Stored data
[Start of section]

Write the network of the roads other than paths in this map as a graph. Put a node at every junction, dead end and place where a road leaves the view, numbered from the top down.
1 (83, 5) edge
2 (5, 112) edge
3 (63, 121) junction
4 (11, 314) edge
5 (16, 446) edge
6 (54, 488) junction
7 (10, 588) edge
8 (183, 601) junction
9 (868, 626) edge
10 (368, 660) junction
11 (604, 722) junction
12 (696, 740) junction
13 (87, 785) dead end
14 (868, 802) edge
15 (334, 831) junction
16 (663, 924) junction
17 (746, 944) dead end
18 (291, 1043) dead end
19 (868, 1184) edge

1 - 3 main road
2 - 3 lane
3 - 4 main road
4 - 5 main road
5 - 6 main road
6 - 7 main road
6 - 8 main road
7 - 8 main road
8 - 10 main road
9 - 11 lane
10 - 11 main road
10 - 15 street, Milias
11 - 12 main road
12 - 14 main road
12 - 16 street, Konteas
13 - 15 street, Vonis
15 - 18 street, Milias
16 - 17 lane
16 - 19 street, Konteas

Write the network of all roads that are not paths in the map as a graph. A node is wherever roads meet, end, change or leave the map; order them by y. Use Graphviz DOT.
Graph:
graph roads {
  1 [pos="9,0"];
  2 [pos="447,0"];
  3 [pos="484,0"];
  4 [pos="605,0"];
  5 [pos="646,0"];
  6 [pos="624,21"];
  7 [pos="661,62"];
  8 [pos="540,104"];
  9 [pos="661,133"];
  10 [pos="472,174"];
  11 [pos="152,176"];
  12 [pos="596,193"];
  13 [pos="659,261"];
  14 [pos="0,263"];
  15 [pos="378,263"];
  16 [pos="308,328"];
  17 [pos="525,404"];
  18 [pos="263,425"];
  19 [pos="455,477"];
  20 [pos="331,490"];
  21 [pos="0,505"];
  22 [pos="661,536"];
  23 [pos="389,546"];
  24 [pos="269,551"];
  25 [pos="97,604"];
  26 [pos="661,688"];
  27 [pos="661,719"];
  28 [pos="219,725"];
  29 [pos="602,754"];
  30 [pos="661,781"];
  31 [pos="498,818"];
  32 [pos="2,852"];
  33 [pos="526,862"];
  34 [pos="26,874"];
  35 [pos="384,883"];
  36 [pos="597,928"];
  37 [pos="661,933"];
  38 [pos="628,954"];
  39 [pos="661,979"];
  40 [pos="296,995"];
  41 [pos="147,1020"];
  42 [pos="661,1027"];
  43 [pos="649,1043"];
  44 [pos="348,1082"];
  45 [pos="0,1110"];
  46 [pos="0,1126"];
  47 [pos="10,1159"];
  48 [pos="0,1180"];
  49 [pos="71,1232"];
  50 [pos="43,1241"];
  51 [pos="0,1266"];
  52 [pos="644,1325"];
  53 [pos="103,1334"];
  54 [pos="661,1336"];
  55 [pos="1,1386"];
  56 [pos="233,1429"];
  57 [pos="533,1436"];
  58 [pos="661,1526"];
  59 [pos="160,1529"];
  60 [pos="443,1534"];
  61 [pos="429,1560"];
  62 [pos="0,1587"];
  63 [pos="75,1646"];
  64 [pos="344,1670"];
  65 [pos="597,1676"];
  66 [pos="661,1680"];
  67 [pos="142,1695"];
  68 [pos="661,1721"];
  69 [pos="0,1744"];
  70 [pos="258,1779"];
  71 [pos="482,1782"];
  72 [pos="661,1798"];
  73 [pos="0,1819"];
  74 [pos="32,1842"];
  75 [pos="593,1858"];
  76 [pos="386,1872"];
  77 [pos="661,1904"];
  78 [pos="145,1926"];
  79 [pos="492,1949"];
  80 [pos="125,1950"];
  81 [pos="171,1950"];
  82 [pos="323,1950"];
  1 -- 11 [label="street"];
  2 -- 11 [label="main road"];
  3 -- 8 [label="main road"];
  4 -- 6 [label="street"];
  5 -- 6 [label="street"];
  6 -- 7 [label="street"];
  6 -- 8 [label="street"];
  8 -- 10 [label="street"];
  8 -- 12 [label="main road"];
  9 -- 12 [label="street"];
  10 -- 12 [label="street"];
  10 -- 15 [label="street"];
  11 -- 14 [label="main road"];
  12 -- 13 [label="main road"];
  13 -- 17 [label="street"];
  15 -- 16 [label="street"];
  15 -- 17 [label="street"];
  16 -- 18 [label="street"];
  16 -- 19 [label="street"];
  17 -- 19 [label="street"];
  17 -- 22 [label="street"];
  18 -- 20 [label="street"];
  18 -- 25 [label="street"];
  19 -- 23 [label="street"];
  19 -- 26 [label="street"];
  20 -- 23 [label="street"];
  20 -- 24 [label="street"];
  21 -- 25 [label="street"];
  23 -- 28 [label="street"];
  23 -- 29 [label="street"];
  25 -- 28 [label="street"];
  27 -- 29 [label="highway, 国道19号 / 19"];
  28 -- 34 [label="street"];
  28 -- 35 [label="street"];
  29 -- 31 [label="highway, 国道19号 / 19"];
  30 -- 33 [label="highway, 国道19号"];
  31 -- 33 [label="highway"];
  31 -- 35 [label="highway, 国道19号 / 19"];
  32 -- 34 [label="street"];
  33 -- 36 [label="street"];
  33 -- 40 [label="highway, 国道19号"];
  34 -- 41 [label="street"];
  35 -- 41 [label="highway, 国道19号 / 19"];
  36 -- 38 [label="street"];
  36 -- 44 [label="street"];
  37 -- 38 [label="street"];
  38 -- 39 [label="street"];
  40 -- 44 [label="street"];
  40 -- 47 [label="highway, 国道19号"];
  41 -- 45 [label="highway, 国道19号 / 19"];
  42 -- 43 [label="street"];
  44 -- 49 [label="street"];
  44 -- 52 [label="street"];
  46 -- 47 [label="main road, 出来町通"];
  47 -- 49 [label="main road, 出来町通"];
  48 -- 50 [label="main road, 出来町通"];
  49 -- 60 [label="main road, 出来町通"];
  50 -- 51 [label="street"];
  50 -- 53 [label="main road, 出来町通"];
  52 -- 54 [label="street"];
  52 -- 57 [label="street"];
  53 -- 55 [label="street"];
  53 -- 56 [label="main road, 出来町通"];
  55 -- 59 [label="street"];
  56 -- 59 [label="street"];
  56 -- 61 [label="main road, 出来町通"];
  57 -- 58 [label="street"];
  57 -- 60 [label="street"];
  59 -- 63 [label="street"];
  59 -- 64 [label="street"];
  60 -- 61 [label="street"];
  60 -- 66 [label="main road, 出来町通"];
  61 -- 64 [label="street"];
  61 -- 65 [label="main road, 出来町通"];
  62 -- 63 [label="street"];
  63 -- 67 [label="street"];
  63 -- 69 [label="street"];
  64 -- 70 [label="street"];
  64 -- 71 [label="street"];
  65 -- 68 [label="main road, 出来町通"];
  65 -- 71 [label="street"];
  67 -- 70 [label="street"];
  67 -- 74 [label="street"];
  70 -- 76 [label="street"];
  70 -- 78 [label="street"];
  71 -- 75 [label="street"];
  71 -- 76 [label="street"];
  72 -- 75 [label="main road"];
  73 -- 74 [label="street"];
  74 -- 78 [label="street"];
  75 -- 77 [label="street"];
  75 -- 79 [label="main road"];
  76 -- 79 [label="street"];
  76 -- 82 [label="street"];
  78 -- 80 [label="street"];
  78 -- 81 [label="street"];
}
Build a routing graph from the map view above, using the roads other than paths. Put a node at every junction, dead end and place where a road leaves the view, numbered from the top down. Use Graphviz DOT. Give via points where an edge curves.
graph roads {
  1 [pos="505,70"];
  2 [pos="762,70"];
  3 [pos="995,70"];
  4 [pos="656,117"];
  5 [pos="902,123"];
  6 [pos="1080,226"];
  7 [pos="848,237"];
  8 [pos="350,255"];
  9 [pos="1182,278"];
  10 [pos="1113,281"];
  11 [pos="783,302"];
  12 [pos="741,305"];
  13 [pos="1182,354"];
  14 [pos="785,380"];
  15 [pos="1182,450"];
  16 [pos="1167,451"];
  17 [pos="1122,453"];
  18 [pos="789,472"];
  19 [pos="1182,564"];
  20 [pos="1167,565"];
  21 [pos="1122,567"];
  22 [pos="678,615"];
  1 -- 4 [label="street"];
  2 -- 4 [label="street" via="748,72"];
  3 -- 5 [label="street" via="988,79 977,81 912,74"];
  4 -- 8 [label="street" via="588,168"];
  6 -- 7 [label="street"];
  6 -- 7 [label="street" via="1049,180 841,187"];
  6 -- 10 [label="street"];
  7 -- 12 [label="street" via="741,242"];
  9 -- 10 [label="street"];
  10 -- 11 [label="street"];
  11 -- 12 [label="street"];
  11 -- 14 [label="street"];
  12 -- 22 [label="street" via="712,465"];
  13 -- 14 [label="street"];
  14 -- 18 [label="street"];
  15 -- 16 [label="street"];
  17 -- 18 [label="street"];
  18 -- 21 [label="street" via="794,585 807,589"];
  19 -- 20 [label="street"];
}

[End of section]

Look above for every line with the word "Write" and copy it.

Write the network of the roads other than paths in this map as a graph. Put a node at every junction, dead end and place where a road leaves the view, numbered from the top down.
Write the network of all roads that are not paths in the map as a graph. A node is wherever roads meet, end, change or leave the map; order them by y. Use Graphviz DOT.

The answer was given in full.